= Work instruction =
For each line below that contains the word "Maret", return that line.

= Source records =
*-*-*
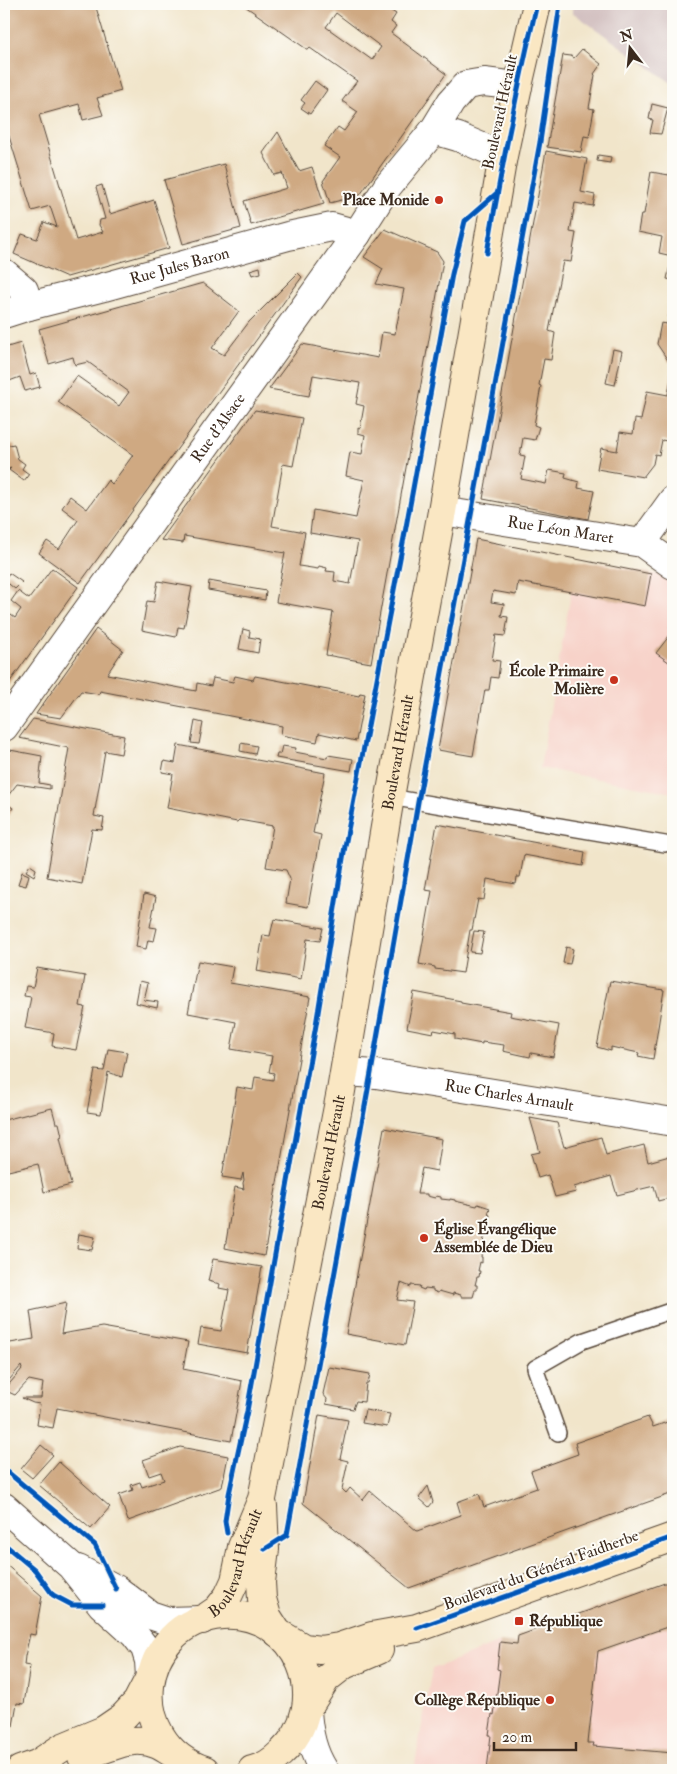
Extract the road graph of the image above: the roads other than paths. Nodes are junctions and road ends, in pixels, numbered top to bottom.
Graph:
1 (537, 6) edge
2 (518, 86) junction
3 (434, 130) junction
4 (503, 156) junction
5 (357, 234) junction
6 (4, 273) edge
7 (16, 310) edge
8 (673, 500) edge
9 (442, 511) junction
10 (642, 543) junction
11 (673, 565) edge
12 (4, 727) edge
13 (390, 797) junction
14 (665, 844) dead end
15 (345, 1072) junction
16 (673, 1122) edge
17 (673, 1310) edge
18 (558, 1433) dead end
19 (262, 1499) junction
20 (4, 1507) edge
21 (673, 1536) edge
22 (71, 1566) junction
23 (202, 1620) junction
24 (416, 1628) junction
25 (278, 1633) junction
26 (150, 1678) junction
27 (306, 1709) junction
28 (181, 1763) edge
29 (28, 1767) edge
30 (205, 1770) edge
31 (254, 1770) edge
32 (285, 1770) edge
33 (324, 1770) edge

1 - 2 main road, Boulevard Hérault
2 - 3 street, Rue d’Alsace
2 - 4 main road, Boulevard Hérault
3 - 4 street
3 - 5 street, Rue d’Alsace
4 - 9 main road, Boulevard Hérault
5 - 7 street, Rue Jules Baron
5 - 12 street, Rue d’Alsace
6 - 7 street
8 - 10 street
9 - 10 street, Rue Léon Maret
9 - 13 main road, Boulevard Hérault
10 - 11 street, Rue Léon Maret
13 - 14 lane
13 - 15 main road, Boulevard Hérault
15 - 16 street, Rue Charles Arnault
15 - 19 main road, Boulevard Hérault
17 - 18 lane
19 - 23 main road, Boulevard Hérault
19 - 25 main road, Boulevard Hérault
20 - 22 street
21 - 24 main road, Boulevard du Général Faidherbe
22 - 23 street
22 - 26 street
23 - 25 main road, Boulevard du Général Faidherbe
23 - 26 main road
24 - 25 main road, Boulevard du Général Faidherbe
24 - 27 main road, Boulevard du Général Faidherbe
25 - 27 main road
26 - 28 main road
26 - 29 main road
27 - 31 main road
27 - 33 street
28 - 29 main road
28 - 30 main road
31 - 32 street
*-*-*
= Output below =
9 - 10 street, Rue Léon Maret
10 - 11 street, Rue Léon Maret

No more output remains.